Green Zone reteams director Paul Greengrass and actor Matt Damon who together churned out the last two Bourne hits, but box-office forecasters are predicting that the movie is not likely to produce anything like the blockbuster earnings of their previous collaborations. The Los Angeles Times's "Projector" column on Friday predicted that the movie "is on track to be the latest film about the Iraq war to disappoint at the box office." In all, four new films crowded the marquees this weekend, including Remember Me, starring Robert Pattinson, the heartthrob star of the Twilight movies, but none of them is expected even to come close to doing the kind of business that Tim Burton's Alice in Wonderland is expected to do. Friday's Hollywood Reporter said that Alice is likely to fall about 50 percent from last weekend, when it took in $116 million. Green Zone, by contrast, is expected to open with about $20-30 million, according to some forecasters; $15-16 million, according to others.

Source: Studio Briefing

Movie Reviews: "Green Zone"

Universal Studios may be attempting to market Green Zone as another thriller akin to the Bourne movies that director Paul Greengrass and Matt Damon made together, but reviewers make it clear that this thriller is filtered through politics -- and anti-Iraq War politics at that. Likewise, the critics' own point of view about the war comes into play in their judgment of the film's merits. Rarely have there been such widely divergent reviews. On the one hand, Roger Ebert of the Chicago Sun-Times gives the movie a four-star recommendation, concluding, "It's my belief that the nature of the neocon evildoing has by now become pretty clear. Others will disagree. The bottom line is: This is one hell of a thriller." One of those who disagrees is Kyle Smith, a film reviewer for the New York Post, who wrote an Op-Ed article in the newspaper earlier this week calling it a "$100-million slime job" filled with "vicious anti-American lies disguised as cheap entertainment." Green Zone, he concluded, "isn't cinema. It's slander ... one of the most egregiously anti-American movies ever released by a major studio." Oddly the "official" review of the movie appearing today (Friday) is written by Smith's colleague, Lou Lumenick, who concludes, "Politics aside and purely as a piece of genre moviemaking, Green Zone is a solid example of a political paranoia thriller." And Mick Lasalle in the San Francisco Chronicle remarks that the filmmakers "squeeze out a convincing narrative, one that's gripping and suspenseful." But Claudia Puig in USA Today disagrees. "It takes a complex and important story and renders it facile," she writes.
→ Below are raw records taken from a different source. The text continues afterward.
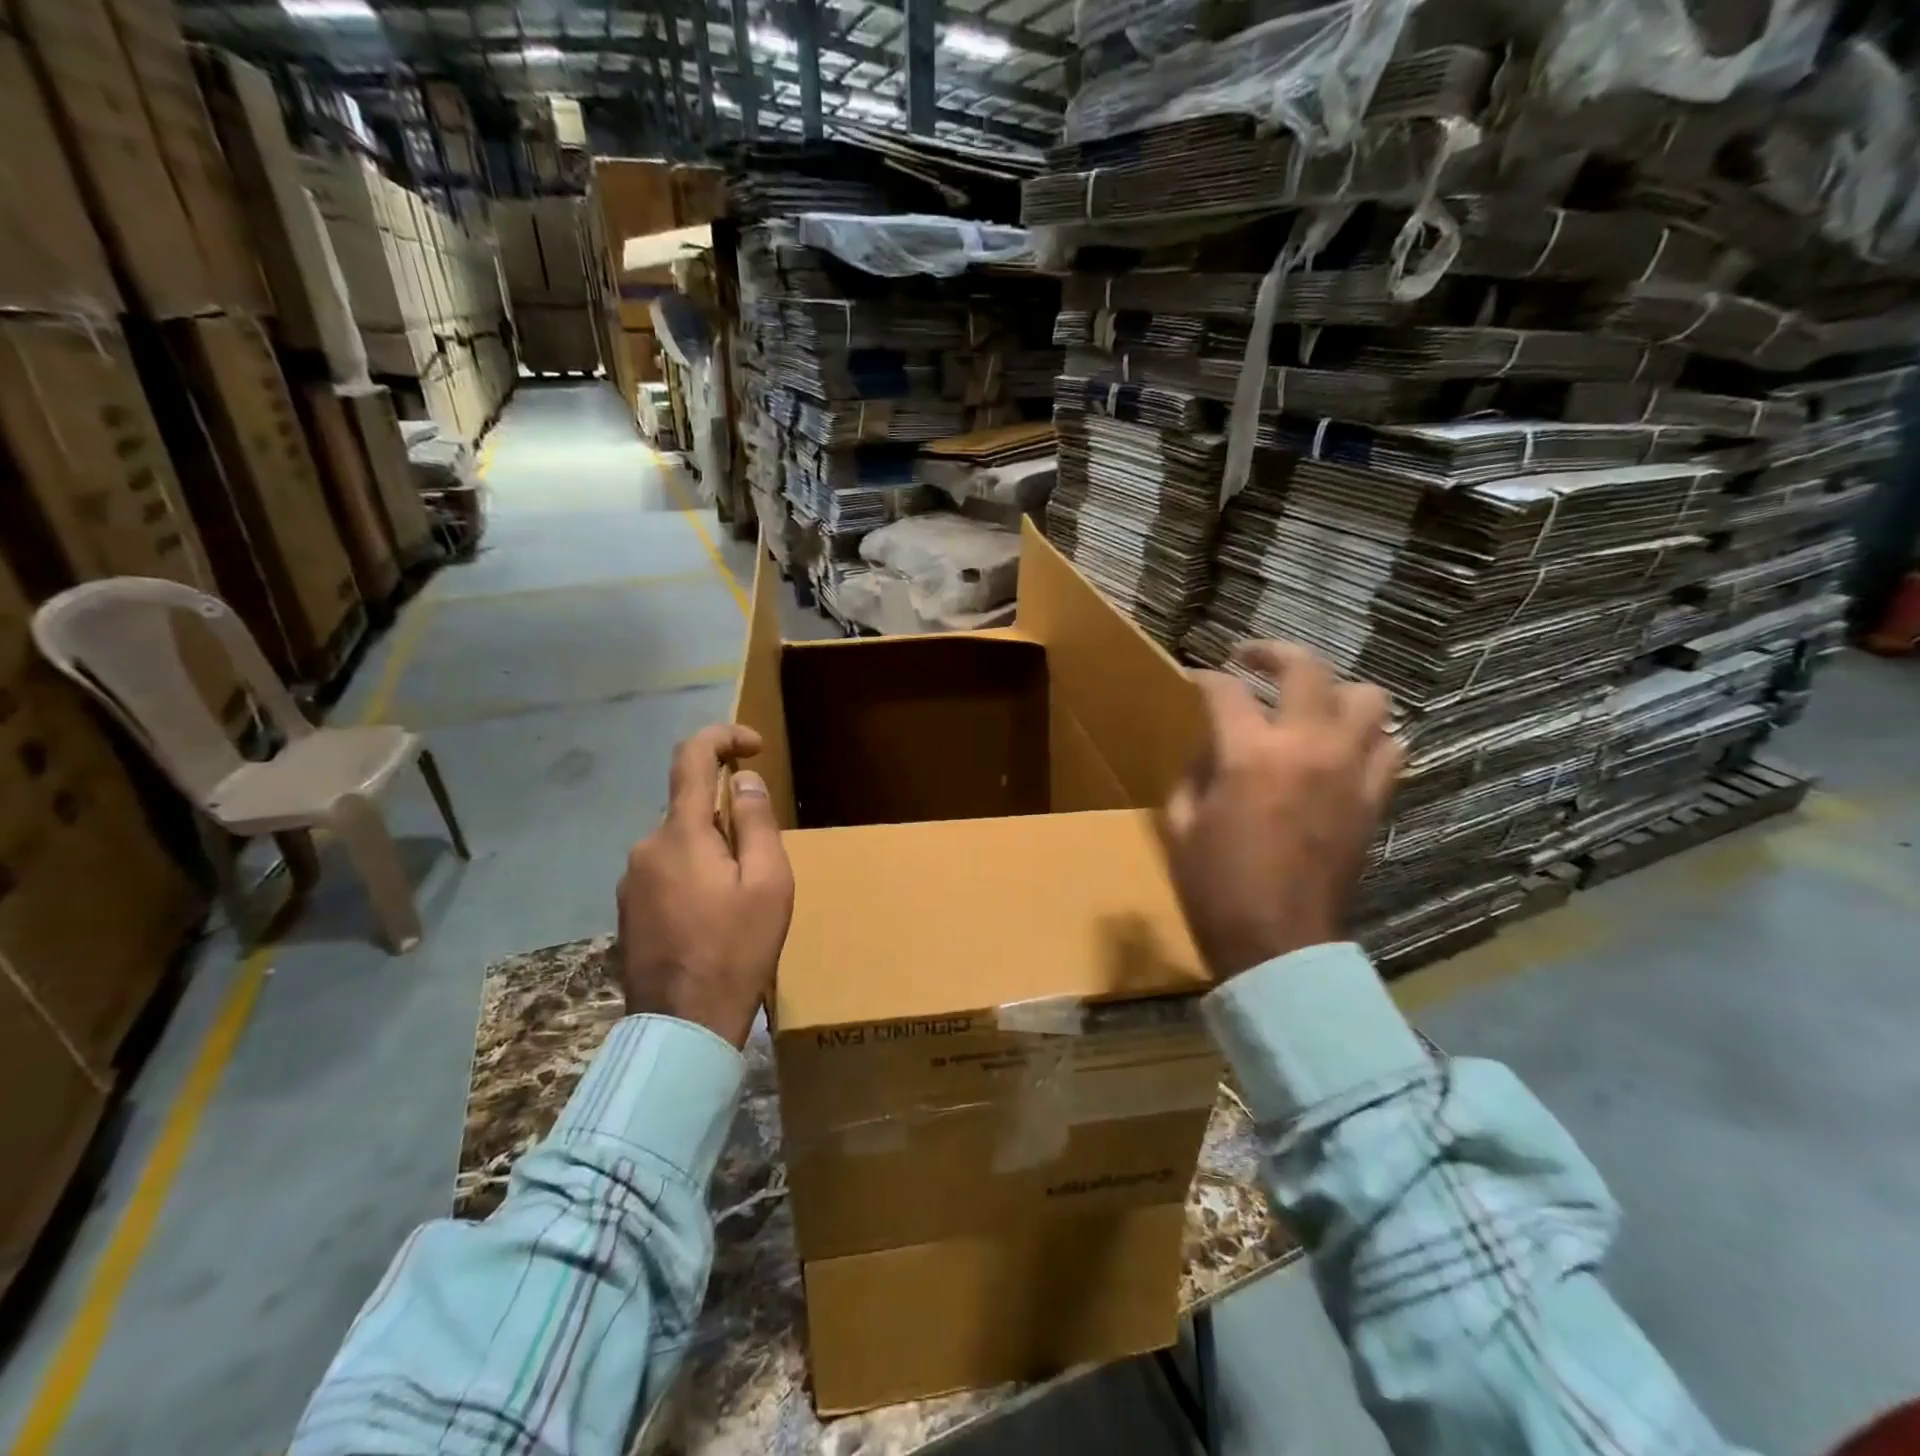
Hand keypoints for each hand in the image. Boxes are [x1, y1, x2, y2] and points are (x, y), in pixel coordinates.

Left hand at [616, 724, 793, 1045]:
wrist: (683, 1027)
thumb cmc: (737, 950)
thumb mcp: (768, 882)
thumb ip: (755, 822)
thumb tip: (743, 780)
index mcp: (680, 833)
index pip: (691, 757)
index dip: (723, 737)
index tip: (754, 746)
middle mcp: (645, 847)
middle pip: (690, 807)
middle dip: (729, 818)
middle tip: (763, 864)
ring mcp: (631, 881)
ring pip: (680, 843)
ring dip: (712, 852)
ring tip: (741, 901)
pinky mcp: (629, 910)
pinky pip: (667, 871)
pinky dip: (694, 876)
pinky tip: (713, 919)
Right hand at [1162, 642, 1402, 978]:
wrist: (1277, 943)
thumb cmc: (1215, 886)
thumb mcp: (1181, 824)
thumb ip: (1194, 772)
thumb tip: (1212, 747)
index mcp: (1250, 755)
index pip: (1225, 690)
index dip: (1204, 678)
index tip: (1194, 680)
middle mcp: (1307, 747)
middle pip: (1306, 668)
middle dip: (1272, 651)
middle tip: (1251, 659)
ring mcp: (1350, 771)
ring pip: (1367, 697)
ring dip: (1333, 692)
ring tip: (1308, 705)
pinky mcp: (1374, 800)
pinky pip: (1390, 747)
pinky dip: (1368, 737)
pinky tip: (1342, 748)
And Liam Lacey in the Toronto Globe and Mail goes further, calling the movie "a crude paint-by-numbers fiction that keeps yelling about the importance of the truth while hurtling in the opposite direction."

Source: Studio Briefing

Movie Reviews: "She's Out Of My League"

Rick Groen in the Toronto Globe and Mail sums up the attitude of a lot of critics to She's Out of My League: "Occasionally, along comes a picture so nearly good that you dearly wish it were better." League is one of those films, he implies. Or as Michael O'Sullivan puts it in the Washington Post: "The movie clearly aspires to rise to the smutty-but-sweet synergy of other, better films. But She's Out of My League can't touch them." The league that this film finds itself in is that genre of male-fantasy films in which the nerdy lead character -- in this case, he's played by Jay Baruchel -- discovers that the gorgeous object of his dreams -- played here by Alice Ever -- is actually smitten by him, too. "We may know exactly where Kirk and Molly are headed -- he can't get over his good fortune and she can't abide being put on a pedestal -- but the movie keeps upending our expectations and provoking laughs," writes Peter Howell in the Toronto Star. And Joy Tipping in the Dallas Morning News goes so far as to call it her favorite movie of the year. "Yes, it's got ... its share of gross-out jokes and a plot that, at least on first glance, reeks of unoriginality. ... But She's Out of My League also boasts elements not so typically found in this genre, from above-average acting across the board to an overlying sweetness that tempers even the lamest of icky jokes." Betsy Sharkey in the Los Angeles Times displays the identical reaction, bestowing props for entering this genre of films "with a disarming sentimentality and a certain decency along with the requisite raunch and repressed rage." Of course, several critics have seen this sort of movie before, many times before, and they're not in the market for a rehash. Claudia Puig in USA Today remarks that the movie is "short on clever humor and big on convention and formula." And Walter Addiego in the San Francisco Chronicle delivers the coup de grace: "It's pretty sad," he writes, "when one of a movie's best gags is that a character leads a Hall and Oates cover band."

Source: Studio Briefing

Movie Reviews: "Our Family Wedding"

Our Family Wedding displays all the elements of one of those new-and-improved sitcoms, contrived to be edgy, that make it onto the broadcast schedule at the beginning of every season and are canceled around the sixth episode, critics suggest. "You almost miss the laugh track," Roger Ebert writes in the Chicago Sun-Times. He calls it "a pleasant but inconsequential comedy." The film even stars a couple of sitcom actors -- Ugly Betty's America Ferrera and Lance Gross of Tyler Perry's House of Payne. They deserve better than this, most critics agree. The movie, writes Betsy Sharkey in the Los Angeles Times, won't be the one "that proves Ferrera can make the transition to big-screen star." Gross comes off somewhat better. Wesley Morris writes in the Boston Globe that Gross "is charismatic, good-looking, and sexy in a way that's shocking lately for a man in a Hollywood movie. At some point, he gazes down at Ferrera, and, yes, there's love in his eyes. There's also real want in them, which a pitiful number of Gross's peers lack in the presence of a woman." Morris is one of the few critics who grants Our Family Wedding a passing grade. The rest would agree with Lou Lumenick in the New York Post who describes the movie as "a cringeworthy, unfunny example of a culture-clash romantic comedy." And John Anderson concludes in the Washington Post: "Our Family Wedding's premise is so thin that the film can't help but expire halfway through its more than 100 minutes. We get much more wedding than we need, and not nearly enough reasons to say ‘I do.'"

Source: Studio Briefing

Movie Reviews: "Remember Me"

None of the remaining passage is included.